In addition, gestures also benefit the memory of the speaker as producing them during encoding of an information in speech enhances its subsequent recall (Bharadwaj et al., 2022; Sweller et al., 2023). In the context of emotion communication, a similar enhancement could lead to heightened saliency of the encoded affective information for the speaker. In a recent study, L1-Turkish and L2-English speakers were asked to retell positive and negative emotional narratives immediately after they read them (Özder et al., 2023). Regardless of the narrative's valence and language, the frequency of referential gestures produced by participants during retellings correlated positively with participants’ subsequent intensity ratings for the emotional narratives. This indicates that participants who produced more gestures while recounting the emotional narratives tended to rate their emotional experience as more intense. Notably, when only emotional phrases in the retelling were analyzed, referential gesture production was associated with increased ratings of emotional intensity only for L2 speakers. This finding further hints at a facilitatory role of specifically referential gestures in the encoding of emotional information, particularly when speech is deprived of emotionality (as past research has demonstrated that L2 emotional words and phrases carry less emotional resonance than their L1 counterparts; Caldwell-Harris, 2015; Harris et al., 2003; Pavlenko, 2008).
In the same study, participants also used more referential gestures concurrently with negative emotional phrases compared to positive emotional phrases (Özder et al., 2023). This finding underscores the modulatory role of emotional valence in the gesture use during emotion communication, specifically by highlighting the potential of negative emotions to stimulate more referential gesture production compared to positive emotions. However, this study cannot address the causal relationship between the intensity of negative emotions felt and the amount of gestures produced, as participants were not randomly assigned to produce more or fewer gestures or to feel more or less negative emotions. Consequently, it is not clear whether more intense negative emotions cause more gestures or if more gestures cause more intense negative emotions. Corroborating this finding, Rowbotham et al. (2014) demonstrated that the number of gestures produced during pain communication was associated with the severity of pain experienced by participants. Furthermore, this study also hints at a potential directionality for the relationship between gesture production and intensity of negative emotions felt as participants produced higher number of gestures (both overall and referential gestures) while talking about their pain when they were subjected to greater experimental pain induction.
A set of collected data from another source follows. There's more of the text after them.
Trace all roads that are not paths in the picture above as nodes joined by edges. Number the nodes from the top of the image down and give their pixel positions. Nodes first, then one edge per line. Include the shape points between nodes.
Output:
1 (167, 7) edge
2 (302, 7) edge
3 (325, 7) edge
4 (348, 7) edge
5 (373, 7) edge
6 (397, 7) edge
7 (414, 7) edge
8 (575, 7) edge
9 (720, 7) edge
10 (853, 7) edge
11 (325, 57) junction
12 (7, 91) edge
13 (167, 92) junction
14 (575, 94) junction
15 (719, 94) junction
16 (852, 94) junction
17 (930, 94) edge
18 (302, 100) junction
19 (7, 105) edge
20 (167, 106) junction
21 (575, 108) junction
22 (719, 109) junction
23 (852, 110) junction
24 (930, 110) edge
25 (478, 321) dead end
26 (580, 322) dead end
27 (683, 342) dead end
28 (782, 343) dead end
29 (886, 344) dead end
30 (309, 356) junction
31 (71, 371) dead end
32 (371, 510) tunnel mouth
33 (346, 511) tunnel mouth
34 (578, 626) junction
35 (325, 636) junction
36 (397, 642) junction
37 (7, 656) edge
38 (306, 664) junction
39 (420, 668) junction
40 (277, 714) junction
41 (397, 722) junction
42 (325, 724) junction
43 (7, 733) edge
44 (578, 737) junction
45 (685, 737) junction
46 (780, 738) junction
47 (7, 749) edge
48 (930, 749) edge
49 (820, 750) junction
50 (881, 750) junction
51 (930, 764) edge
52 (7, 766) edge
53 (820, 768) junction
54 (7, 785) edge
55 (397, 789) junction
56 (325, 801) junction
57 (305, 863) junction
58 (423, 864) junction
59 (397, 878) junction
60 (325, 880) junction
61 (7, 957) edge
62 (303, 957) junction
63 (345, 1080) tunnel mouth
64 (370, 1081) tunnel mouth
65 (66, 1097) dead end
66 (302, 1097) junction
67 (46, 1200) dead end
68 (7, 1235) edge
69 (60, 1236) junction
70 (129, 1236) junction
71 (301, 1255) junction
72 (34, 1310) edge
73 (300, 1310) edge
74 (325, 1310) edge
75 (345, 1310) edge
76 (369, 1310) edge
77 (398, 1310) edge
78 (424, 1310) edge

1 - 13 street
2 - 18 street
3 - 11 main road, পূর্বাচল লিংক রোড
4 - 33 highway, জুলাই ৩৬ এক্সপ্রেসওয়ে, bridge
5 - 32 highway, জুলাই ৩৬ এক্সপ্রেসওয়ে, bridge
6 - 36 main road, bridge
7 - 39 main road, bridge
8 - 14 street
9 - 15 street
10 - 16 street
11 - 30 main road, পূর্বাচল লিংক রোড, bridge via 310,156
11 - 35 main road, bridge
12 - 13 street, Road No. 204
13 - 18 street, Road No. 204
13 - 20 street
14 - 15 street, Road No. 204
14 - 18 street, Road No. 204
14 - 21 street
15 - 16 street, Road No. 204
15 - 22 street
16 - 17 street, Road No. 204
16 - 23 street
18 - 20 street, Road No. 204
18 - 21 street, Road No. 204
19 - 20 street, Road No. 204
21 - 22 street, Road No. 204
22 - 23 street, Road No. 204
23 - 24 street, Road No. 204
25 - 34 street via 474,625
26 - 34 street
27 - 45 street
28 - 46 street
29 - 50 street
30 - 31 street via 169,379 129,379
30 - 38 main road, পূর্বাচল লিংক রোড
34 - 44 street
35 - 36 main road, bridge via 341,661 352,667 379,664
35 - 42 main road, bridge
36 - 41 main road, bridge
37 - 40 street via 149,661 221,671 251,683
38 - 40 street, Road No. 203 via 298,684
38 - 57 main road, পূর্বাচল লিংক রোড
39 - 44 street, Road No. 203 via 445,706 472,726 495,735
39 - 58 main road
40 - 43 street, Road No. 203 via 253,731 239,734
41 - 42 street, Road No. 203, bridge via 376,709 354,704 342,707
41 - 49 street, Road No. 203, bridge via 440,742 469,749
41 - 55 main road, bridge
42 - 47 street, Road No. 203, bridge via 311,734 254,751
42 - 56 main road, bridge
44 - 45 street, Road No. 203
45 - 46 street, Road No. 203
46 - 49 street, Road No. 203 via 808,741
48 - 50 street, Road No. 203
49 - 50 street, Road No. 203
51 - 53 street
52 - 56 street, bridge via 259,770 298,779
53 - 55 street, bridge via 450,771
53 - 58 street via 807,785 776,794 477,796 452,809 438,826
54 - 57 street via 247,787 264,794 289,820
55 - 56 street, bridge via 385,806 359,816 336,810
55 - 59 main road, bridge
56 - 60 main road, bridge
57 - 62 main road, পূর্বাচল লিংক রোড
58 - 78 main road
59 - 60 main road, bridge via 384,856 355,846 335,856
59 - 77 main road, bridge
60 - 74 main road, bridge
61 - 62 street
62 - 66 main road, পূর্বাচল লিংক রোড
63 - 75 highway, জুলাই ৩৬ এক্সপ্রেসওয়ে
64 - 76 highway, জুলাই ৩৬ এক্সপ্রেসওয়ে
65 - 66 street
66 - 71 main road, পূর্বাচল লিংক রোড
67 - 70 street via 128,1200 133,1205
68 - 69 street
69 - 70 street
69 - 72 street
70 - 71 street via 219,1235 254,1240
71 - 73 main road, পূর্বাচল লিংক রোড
Thus, while the preliminary findings point at a potential directionality, additional research is necessary to elucidate the precise direction of the causal relationship between gesture production and perception of emotional intensity.
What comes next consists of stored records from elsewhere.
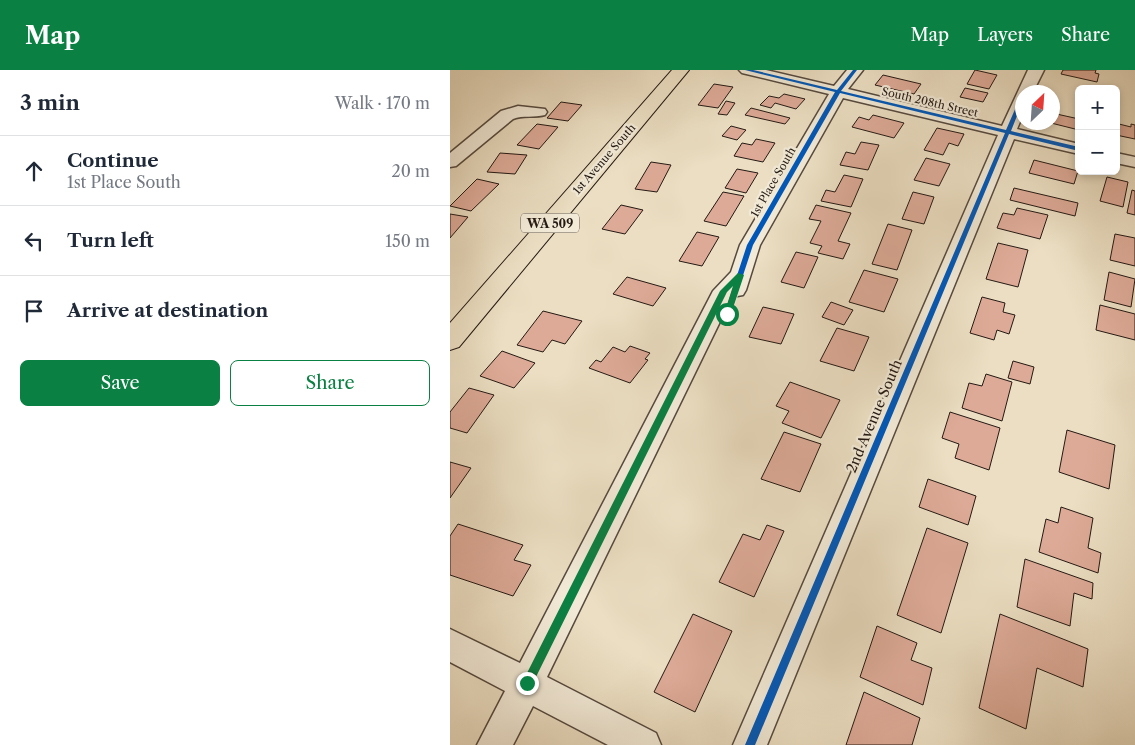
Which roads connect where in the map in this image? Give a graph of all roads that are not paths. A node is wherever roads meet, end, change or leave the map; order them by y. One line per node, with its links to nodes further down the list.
1 (681, 70): 16 (main road, 1st Avenue South / WA 509)
2 (747, 70): 6 (street, South 208th Street)
3 (855, 70): 6 (street, 1st Place South)
4 (1036, 70): 5 (street)
5 (1028, 85)
6 (838, 92): 9 (street, South 208th Street); 14 (street, 1st Place South)
7 (539, 112): 12 (street)
8 (1015, 114): 9 (street, 2nd Avenue South)
9 (1007, 132): 10 (street, South 208th Street); 21 (street, 2nd Avenue South)
10 (1075, 148)
11 (1120, 159): 13 (street)
12 (450, 162)
13 (1135, 162)
14 (740, 275): 15 (street, 1st Place South); 18 (street)
15 (727, 314)
16 (450, 340)
17 (450, 645): 18 (street)
18 (527, 683): 19 (street); 20 (street)
19 (494, 745)
20 (644, 745)
21 (750, 745)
Another function of gestures is to decrease the cognitive load of the speaker by offloading internal representations to an external space (Pouw et al., 2014). Gestures represent meaning in the visual-spatial medium of expression. Thus, gestures provide a useful tool as a physical entity in space to project internal representations to the exterior domain by providing visual feedback to the speaker. For example, when solving mental rotation problems, people might use their hands to represent the figures and make rotation gestures (Chu & Kita, 2008). Similarly, previous research has shown that individuals project their emotional states onto the perceptual environment via gestures based on their pre-existing affective-spatial conceptual mappings. For instance, Casasanto and Jasmin (2010) conducted a study on right- or left-handed politicians and found that they gestured more with their dominant hand during positive speeches and their non-dominant hand during negative speeches. In contrast, Kipp and Martin (2009) investigated the gestures of two right-handed stage actors and showed that the actors used their dominant hand (right-hand) to express negative emotions, such as hostility, and their non-dominant hand (left-hand) to express more positive emotions. While the exact function of affective-spatial mappings in gestural space for speakers remains to be explored, studies on comprehension suggest that such mappings are expected and tracked by listeners for information collection purposes. For example, in a study conducted by Çatak et al. (2018), participants focused more on the actor's left-hand gestures (i.e., the participant's right visual space) when the actor was describing a positive narrative, and vice versa for a negative narrative.
Although limited in quantity, these studies provide insights into how gestures are used to express emotions (e.g., Casasanto & Jasmin, 2010; Kipp & Martin, 2009; Rowbotham et al., 2012, 2014), contribute to the comprehension and recall of the content shared in emotion communication (e.g., Guilbert et al., 2021; Levy & Kelly, 2020) and modulate the emotional arousal experienced by the speaker (Özder et al., 2023). These studies highlight the intricate dynamics involved in conveying and interpreting emotions through gestures both for the listener and the speaker, allowing for a more comprehensive exploration of the multifaceted nature of emotion communication.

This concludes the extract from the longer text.